Since a strong \(\mathit{aa}_{H}\) storm has a positive value, we define a storm to start when the \(\mathit{aa}_{H}\) value is greater than the 90th percentile of the full 1868 – 2017 3-hour data sequence. The end of the storm will be the last value greater than the 90th percentile. The 90th percentile of \(\mathit{aa}_{H}\) (1868 – 2017) is \(40.1~\mbox{nT}\), similar to that used in previous studies. For some parts of the analysis, we have also used an upper threshold to select storms of different peak intensity. As in previous studies, an event must have a peak value over the upper threshold to be selected, but the storm duration is nevertheless measured as the time spent over the lower threshold (i.e., the upper threshold determines whether an event is classed as a storm and the lower threshold determines its duration). Upper and lower thresholds are depicted in Figure 1.

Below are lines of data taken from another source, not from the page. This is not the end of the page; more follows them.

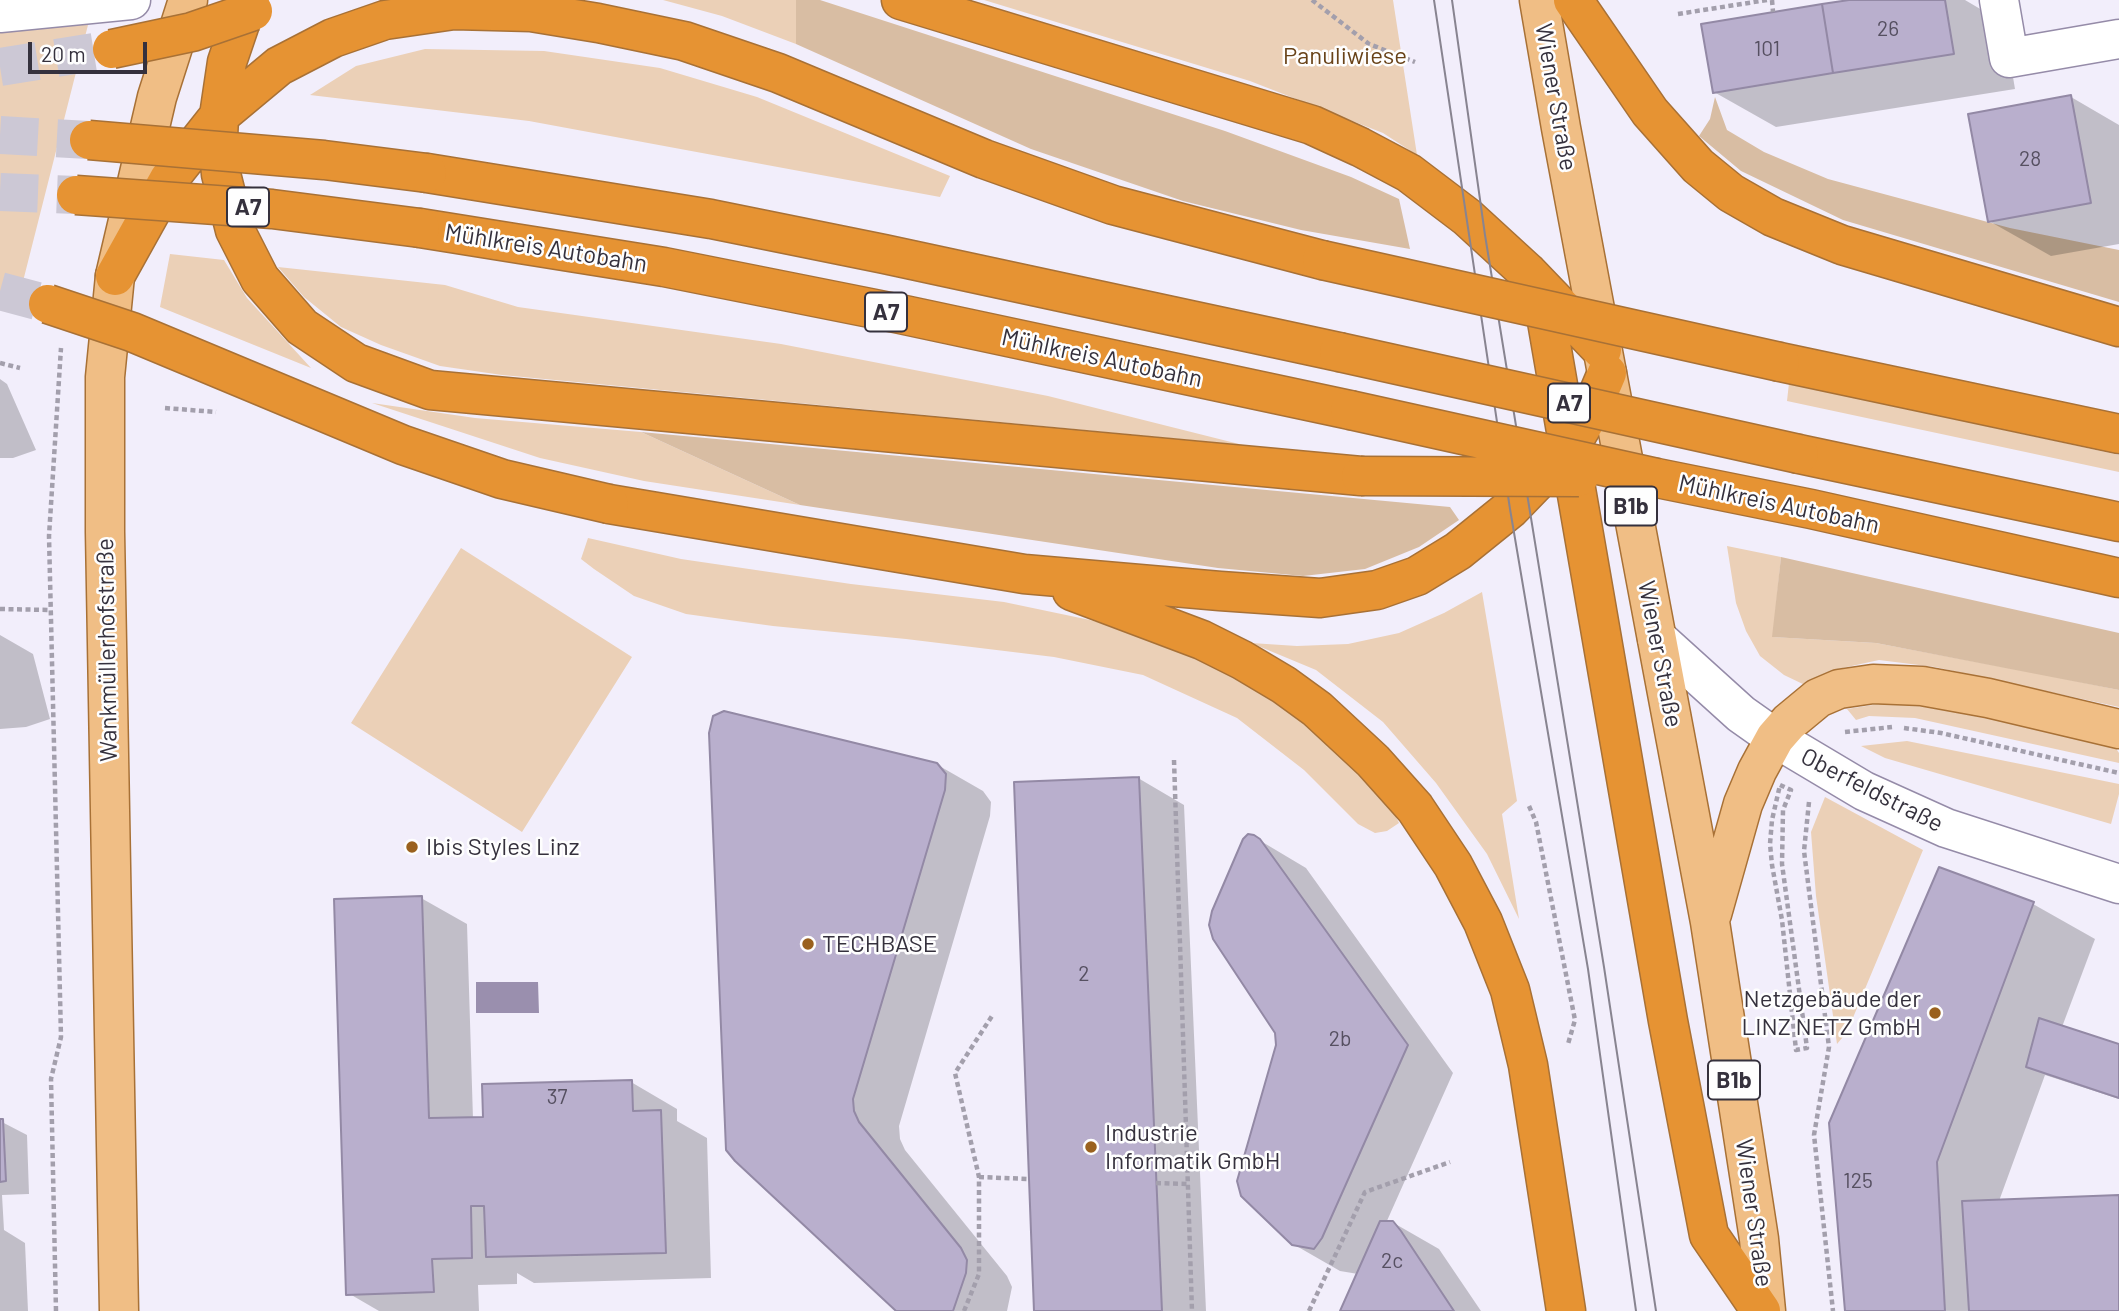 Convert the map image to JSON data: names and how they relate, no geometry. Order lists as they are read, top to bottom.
{
  "streets": {
    "highway": ["A7", "Mühlkreis Autobahn"],
    "main road": ["Wiener Straße", "B1b", "Wankmüllerhofstraße"],
    "street": ["Oberfeldstraße"]
  },
  "crossings": [
    ["Wiener Straße", "Oberfeldstraße"]
  ],
  "parks": ["Panuliwiese"],
  "places": [
    "Ibis Styles Linz",
    "TECHBASE",
    "Netzgebäude der LINZ NETZ GmbH",
    "Industrie Informatik GmbH"
  ],
  "house_numbers": [
    "26",
    "101",
    "28",
    "2",
    "2b",
    "37",
    "125",
    "2c"
  ],
  "scale_bar": "20 m"
}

A feature of this approach is that a single measurement that falls just below the lower threshold brings an end to a storm. This is depicted in Figure 1 in which the tail at the end of the storm is cut off. Another feature is that two events occurring close to each other with respect to time will be classed as a single event if the index does not fall back below the lower threshold in the interval between them. This double peak effect is depicted in the plot on the right of Figure 1. While this approach may sometimes disagree with the interpretation of a human observer, it gives a set of objectively defined storms, making our analysis reproducible and readily applicable to the entire dataset.
4 Results
The number of storms in the \(\mathit{aa}_{H}\) index can be seen in Figure 2 (Left). The data has been grouped into bins of width \(10~\mbox{nT}\). The log–log scale reveals that the distribution of storms follows an approximate power law. This result is in agreement with that from Riley (2012) who found a power law in the occurrence of geomagnetic storms in the \(\mathit{Dst}\) index. The sharp drop off associated with a power law can be seen in the probabilities of storm peak intensity revealed by the complementary cumulative distribution function (CCDF) in Figure 3 (Left).

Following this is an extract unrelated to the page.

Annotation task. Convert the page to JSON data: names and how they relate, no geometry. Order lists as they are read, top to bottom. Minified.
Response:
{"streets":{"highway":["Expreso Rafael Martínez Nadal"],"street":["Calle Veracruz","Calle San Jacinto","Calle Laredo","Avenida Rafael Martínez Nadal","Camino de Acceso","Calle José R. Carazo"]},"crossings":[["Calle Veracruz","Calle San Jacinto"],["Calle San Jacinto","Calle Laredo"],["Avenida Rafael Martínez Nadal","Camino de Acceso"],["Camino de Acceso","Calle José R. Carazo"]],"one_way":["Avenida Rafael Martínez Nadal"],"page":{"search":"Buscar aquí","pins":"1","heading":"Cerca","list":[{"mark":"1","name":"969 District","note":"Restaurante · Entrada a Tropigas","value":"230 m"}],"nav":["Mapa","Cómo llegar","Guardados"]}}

Similarly, the number of storms as a function of duration has a sharp drop off. Figure 2 (Right) reveals that the decrease is slightly less than a power law. The accompanying CCDF in Figure 3 (Right) shows the drop off in a stepped fashion due to the quantisation of the \(\mathit{aa}_{H}\) index into 3-hour data-points.
The variation of mean storm duration with storm intensity, as measured by the upper threshold, is presented in Figure 4. As expected, the general trend is that, as the upper threshold is increased, the mean storm duration also increases. Of course, if storms have a common recovery timescale and thus similar saw-tooth-like profile (see Section 5), storm duration would be expected to increase monotonically with peak intensity. This result is in qualitative agreement with Hutchinson, Wright, and Milan (2011) and Vennerstrom et al. (2016), who noted an increase in storm duration for increasing storm intensities.

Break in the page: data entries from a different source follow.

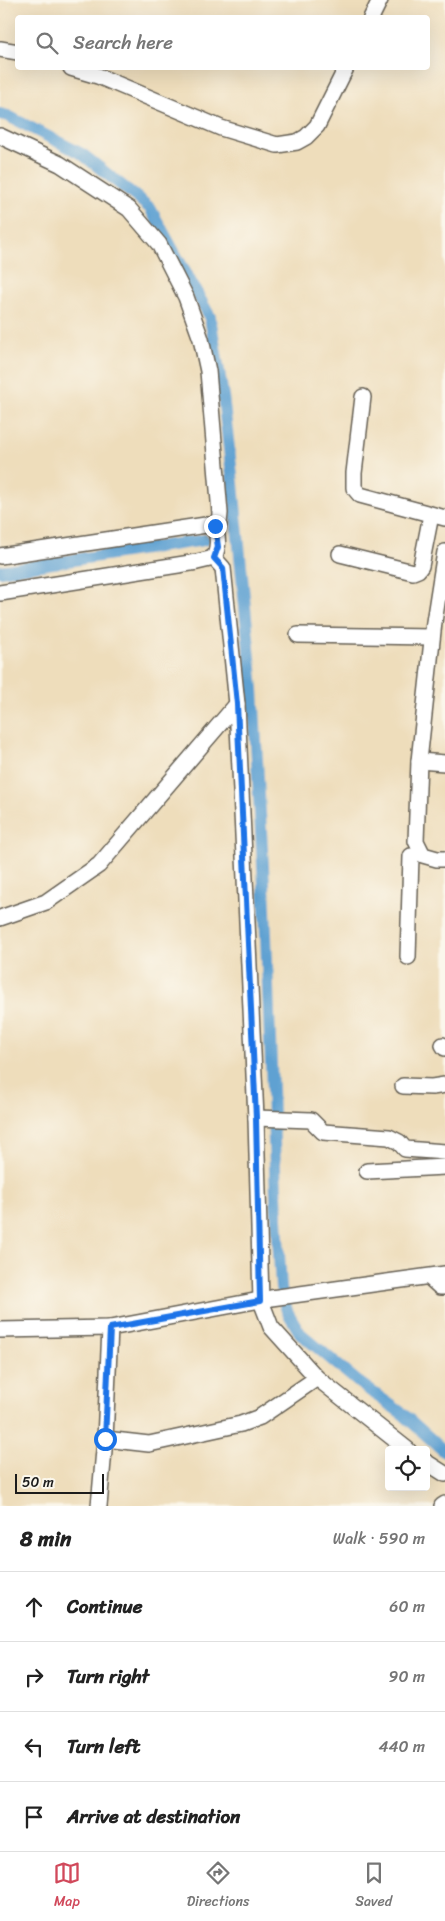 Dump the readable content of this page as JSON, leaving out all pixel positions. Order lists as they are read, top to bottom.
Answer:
{
  "scale_bar": "50 m",
  "page": {
    "search": "Search here",
    "scale": "50 m",
    "heading": ["8 min", "Walk · 590 m"],
    "list": [
      ["Continue", "60 m"],
      ["Turn right", "90 m"],
      ["Turn left", "440 m"],
      "Arrive at destination"
    ],
    "nav": ["Map", "Directions", "Saved"]
  }
} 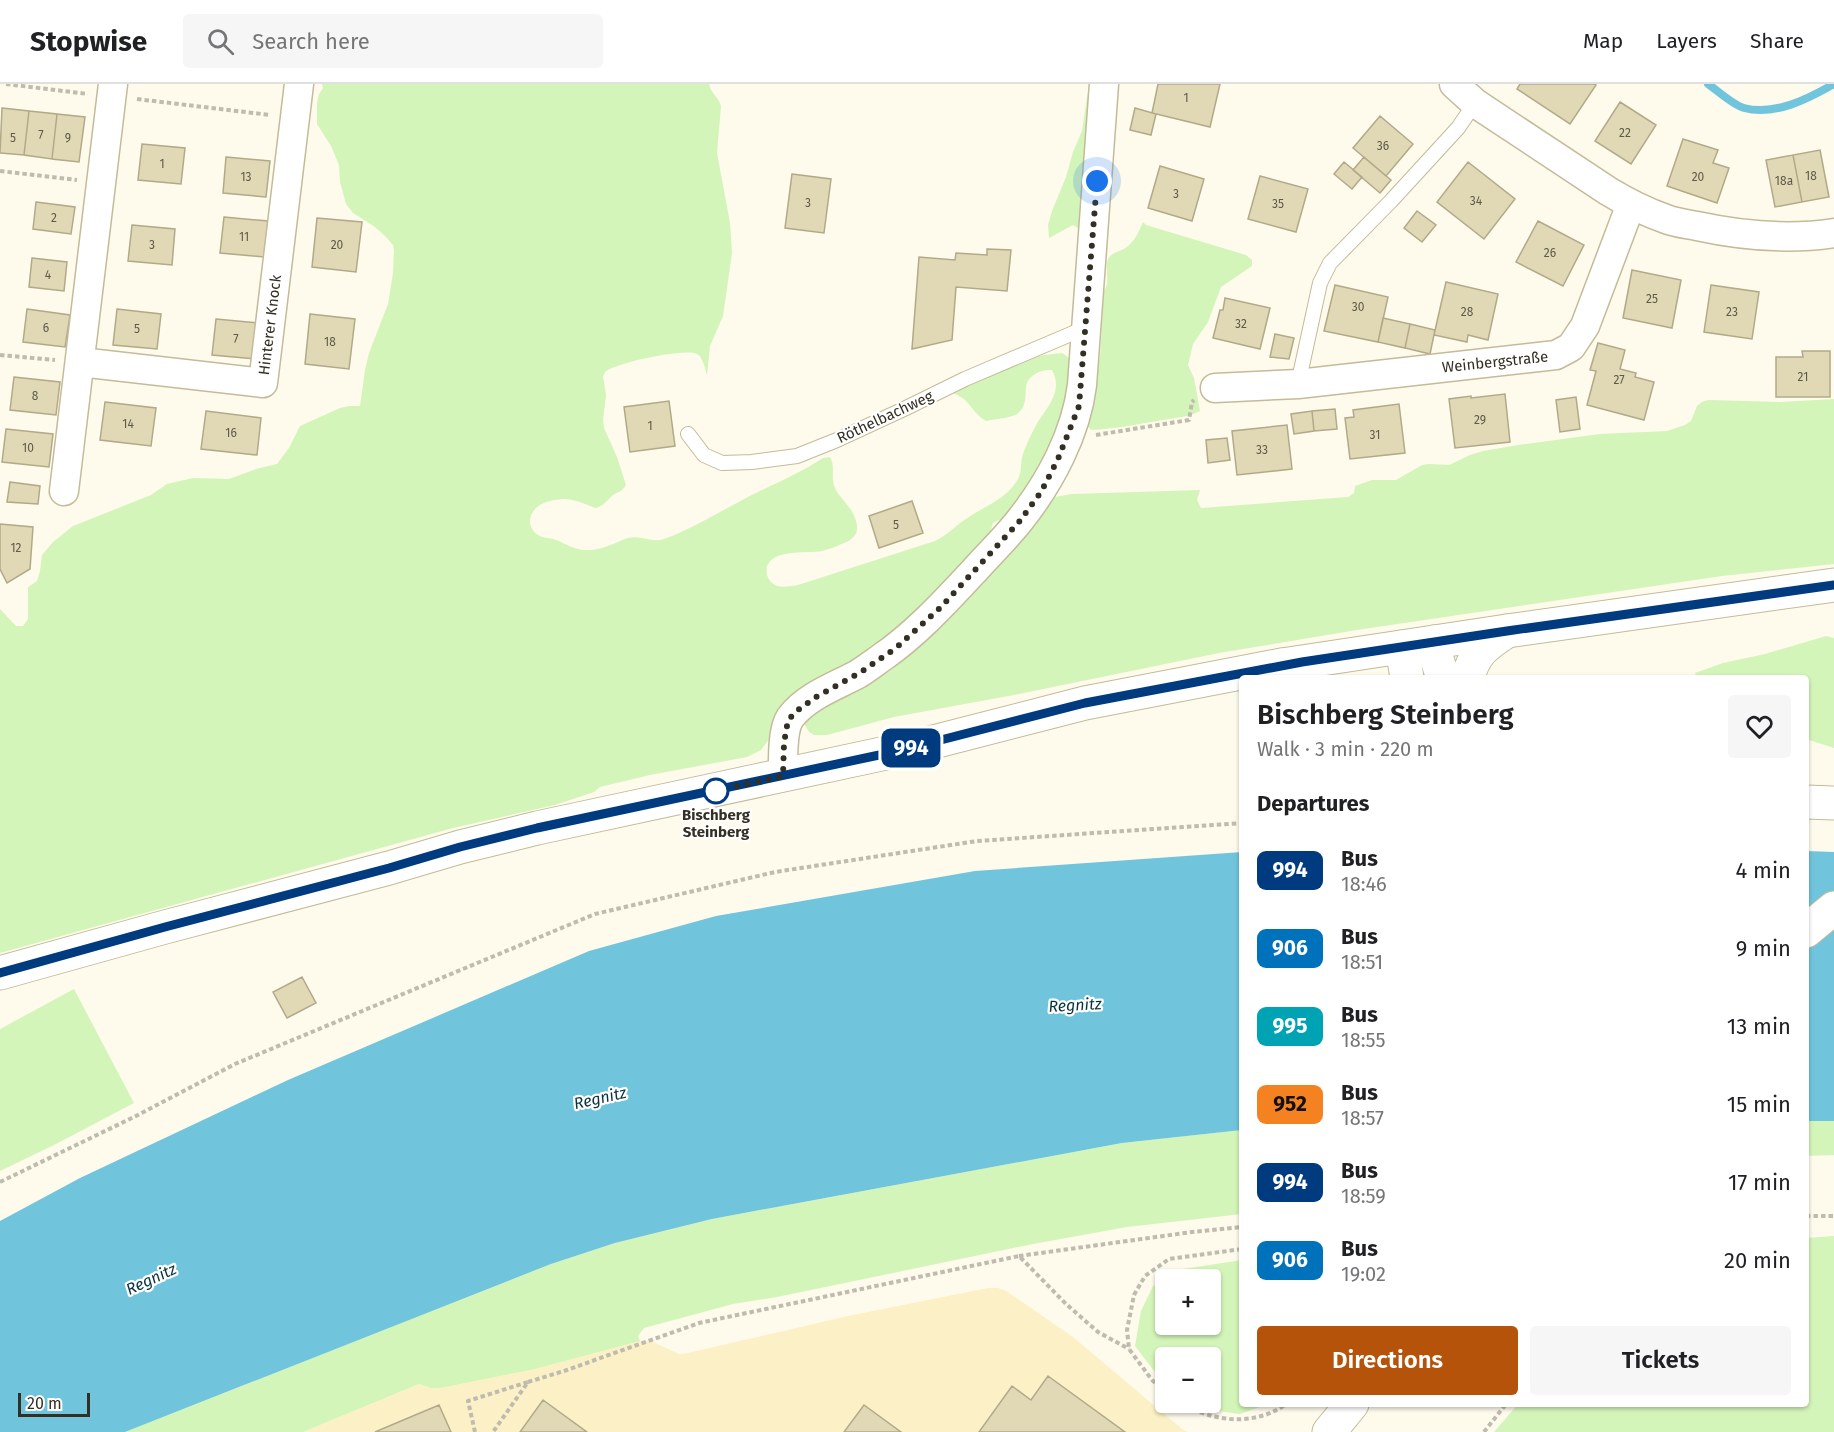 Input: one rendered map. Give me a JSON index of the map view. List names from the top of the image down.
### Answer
{
  "streets": {
    "street": ["Hinterer Knock", "Weinbergstraße"],
    "lane": ["Röthelbachweg"]
  },
  "water": ["Regnitz"],
  "places": ["Bischberg Steinberg"],
  "lines": ["bus line 994"],
  "house_numbers": [
    "1",
    "22",
    "7",
    "5",
    "9",
    "36",
    "1",
    "18",
    "13",
    "20",
    "18a",
    "3",
    "34",
    "3",
    "35",
    "2",
    "11",
    "3",
    "20",
    "26",
    "4",
    "25",
    "30",
    "28",
    "23",
    "32",
    "6",
    "5",
    "7",
    "18",
    "21",
    "27",
    "8",
    "29",
    "14",
    "1",
    "16",
    "31",
    "10",
    "33",
    "5",
    "12"
  ],
  "scale_bar": "20 m",
  "page": {
    "header": "Stopwise",
    "search": "Search here",
    "nav": ["Map", "Layers", "Share"],
    "on_map": "994",
    "heading": [
      ["Bischberg Steinberg", "Walk · 3 min · 220 m"],
      "Departures"
    ],
    "list": [
      {
        "mark": "994",
        "name": "Bus",
        "note": "18:46",
        "value": "4 min"
      },
      {
        "mark": "906",
        "name": "Bus",
        "note": "18:51",
        "value": "9 min"
      },
      {
        "mark": "995",
        "name": "Bus",
        "note": "18:55",
        "value": "13 min"
      },
      {
        "mark": "952",
        "name": "Bus",
        "note": "18:57",
        "value": "15 min"
      },
      {
        "mark": "994",
        "name": "Bus",
        "note": "18:59",
        "value": "17 min"
      },
      {
        "mark": "906",
        "name": "Bus",
        "note": "19:02",
        "value": "20 min"
      }
    ],
    "map_buttons": ["+", "−"],
    "buttons": ["Directions", "Tickets"],
    "scale": "20 m"
  }
}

We find the relation between intensity and duration to be nonlinear, with a plateau in mean duration towards higher thresholds, at a level which selects approximately the top 50 – 100 storms. Yokoyama and Kamide (1997) noted a similar effect in a set of \(\mathit{Dst}\) storms and state that storm intensity increases more than linearly with duration.
The above analysis uses cumulative bins of storm intensity, so there are common events within bins. We now separate events using differential peak intensity bins of 70 – 90 nT, 90 – 110 nT, 110 – 150 nT, 150 – 190 nT, 190 – 230 nT, 230 – 300 nT, 300 – 400 nT, and above 400 nT. The number of storms in each bin can be seen in Figure 5 and decreases with intensity. Figure 5 does not represent the distribution function due to unequal bin widths (the distribution function is shown in Figure 2). The bins were chosen to balance the granularity of intensities examined and the number of events in each bin to ensure enough events for the following statistical analysis.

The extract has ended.